The Government today published its corporate governance reform proposals, following the publication of a green paper last year: see here (pdf). The proposals, contained in a response document (and therefore lacking the precision that would be expected in a white paper), are principally concerned with directors' remuneration and employee and stakeholder voice. Some proposals will require legislation but others - in the form of "invitations" - are directed to the Financial Reporting Council for consideration as part of its forthcoming review of the UK Corporate Governance Code. This raises interesting questions about the status of the Financial Reporting Council and, indeed, the way in which the Code is updated. When the FRC says that it is "independent", what does this mean?

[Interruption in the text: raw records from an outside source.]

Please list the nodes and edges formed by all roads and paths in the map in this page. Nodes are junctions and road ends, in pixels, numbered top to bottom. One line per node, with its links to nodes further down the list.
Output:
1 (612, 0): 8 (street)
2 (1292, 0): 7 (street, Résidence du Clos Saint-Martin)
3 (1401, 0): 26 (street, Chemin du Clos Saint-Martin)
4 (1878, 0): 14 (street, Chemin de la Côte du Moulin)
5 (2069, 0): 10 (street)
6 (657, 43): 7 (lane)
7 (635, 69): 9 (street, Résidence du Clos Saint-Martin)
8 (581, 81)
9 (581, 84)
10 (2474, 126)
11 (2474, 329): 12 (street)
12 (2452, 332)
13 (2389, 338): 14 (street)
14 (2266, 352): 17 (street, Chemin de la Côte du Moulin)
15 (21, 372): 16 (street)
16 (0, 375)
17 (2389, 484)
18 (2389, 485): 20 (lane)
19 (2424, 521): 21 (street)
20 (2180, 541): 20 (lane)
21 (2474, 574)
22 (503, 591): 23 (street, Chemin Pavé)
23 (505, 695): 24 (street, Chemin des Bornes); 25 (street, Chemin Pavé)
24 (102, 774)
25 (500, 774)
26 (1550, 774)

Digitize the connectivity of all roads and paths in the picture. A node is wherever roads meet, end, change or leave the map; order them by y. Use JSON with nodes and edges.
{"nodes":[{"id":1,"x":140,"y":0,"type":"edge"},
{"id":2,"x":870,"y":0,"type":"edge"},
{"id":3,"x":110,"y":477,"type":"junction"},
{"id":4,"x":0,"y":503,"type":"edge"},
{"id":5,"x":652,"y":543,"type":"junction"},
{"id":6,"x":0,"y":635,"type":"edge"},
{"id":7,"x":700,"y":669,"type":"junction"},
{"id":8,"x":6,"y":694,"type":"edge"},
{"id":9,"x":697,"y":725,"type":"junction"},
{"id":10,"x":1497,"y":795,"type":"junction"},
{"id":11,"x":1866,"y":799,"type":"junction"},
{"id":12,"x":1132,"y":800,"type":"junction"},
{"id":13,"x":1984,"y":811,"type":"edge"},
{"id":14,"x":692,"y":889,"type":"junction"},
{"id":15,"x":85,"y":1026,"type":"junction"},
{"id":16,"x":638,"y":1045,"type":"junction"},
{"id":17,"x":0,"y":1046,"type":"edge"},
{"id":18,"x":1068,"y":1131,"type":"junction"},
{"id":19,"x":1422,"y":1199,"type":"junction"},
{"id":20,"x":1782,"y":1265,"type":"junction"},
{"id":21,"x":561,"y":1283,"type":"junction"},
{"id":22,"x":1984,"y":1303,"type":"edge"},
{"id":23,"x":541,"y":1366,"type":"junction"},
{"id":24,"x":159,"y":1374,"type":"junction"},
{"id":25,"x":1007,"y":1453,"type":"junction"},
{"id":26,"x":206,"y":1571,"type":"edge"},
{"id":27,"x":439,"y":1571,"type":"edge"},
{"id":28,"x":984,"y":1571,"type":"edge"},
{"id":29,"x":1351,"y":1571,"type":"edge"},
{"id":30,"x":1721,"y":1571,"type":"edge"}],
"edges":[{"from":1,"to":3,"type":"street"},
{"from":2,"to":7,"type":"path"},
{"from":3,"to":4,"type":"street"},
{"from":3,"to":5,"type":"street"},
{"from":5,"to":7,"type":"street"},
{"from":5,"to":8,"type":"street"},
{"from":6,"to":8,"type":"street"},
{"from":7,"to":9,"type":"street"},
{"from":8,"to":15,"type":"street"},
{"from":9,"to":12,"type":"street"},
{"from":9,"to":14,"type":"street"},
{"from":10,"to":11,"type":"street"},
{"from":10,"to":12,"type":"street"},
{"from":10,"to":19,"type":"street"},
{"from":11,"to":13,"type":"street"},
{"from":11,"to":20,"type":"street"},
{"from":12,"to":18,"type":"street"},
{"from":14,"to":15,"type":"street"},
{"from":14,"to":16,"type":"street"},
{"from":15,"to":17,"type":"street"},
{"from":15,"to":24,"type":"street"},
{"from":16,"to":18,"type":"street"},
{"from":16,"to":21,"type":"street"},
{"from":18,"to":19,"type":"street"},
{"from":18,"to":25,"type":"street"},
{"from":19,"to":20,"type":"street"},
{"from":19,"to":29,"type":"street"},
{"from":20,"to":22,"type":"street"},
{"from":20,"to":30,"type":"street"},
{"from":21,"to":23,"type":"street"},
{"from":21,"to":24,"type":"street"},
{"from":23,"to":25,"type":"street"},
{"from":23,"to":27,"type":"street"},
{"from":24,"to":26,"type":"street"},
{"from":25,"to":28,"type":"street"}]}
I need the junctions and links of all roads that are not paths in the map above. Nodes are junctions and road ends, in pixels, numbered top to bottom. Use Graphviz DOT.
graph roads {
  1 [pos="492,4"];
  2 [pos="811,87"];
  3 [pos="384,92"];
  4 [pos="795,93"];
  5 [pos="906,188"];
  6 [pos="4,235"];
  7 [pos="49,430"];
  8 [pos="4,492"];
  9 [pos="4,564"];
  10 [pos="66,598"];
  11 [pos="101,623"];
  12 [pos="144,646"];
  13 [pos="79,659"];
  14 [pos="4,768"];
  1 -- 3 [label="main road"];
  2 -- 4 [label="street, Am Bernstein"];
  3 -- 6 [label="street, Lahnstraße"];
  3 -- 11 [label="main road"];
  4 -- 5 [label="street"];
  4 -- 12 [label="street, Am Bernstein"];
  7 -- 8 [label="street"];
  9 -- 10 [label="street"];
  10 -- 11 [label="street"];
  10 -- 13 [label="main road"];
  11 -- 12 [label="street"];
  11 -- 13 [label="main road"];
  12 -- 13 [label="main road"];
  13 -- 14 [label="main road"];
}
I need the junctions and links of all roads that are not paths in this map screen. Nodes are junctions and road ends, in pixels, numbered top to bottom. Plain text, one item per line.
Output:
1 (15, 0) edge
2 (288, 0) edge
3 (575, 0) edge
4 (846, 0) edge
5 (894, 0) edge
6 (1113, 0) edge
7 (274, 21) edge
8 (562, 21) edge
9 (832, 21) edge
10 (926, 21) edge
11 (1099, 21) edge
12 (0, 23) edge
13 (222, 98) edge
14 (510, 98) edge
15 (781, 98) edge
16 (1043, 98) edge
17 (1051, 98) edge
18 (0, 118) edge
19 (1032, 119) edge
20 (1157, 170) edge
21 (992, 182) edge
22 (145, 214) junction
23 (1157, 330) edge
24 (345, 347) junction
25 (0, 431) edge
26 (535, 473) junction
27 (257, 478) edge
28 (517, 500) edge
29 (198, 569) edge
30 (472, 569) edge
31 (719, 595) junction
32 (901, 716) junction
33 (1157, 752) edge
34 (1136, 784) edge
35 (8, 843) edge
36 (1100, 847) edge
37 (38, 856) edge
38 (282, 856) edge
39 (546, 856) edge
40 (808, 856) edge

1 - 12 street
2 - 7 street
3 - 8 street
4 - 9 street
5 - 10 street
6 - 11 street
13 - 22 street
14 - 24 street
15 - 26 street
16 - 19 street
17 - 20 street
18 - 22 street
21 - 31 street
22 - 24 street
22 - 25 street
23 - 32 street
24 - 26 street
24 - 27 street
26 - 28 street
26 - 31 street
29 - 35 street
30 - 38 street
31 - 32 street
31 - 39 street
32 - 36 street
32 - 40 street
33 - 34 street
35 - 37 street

New secondary legislation is proposed, for example, to require all companies of significant size to explain how the directors comply with section 172 of the Companies Act 2006 in respect of those factors to which they are required to have regard (e.g., the interests of the company's employees; the impact of the company's operations of the community and environment). Amongst the invitations sent to the FRC is one suggesting that the FRC consult on a new Principle in the UK Corporate Governance Code "establishing the importance of strengthening the voice of employees and other non-shareholder interests at board level as an important component of running a sustainable business". As part of this, the FRC has been invited to consider and consult on a new Code provision requiring premium listed companies, on a comply or explain basis, to adopt one of three employee engagement mechanisms (a designated non-executive director; a formal employee
advisory council; or a director from the workforce).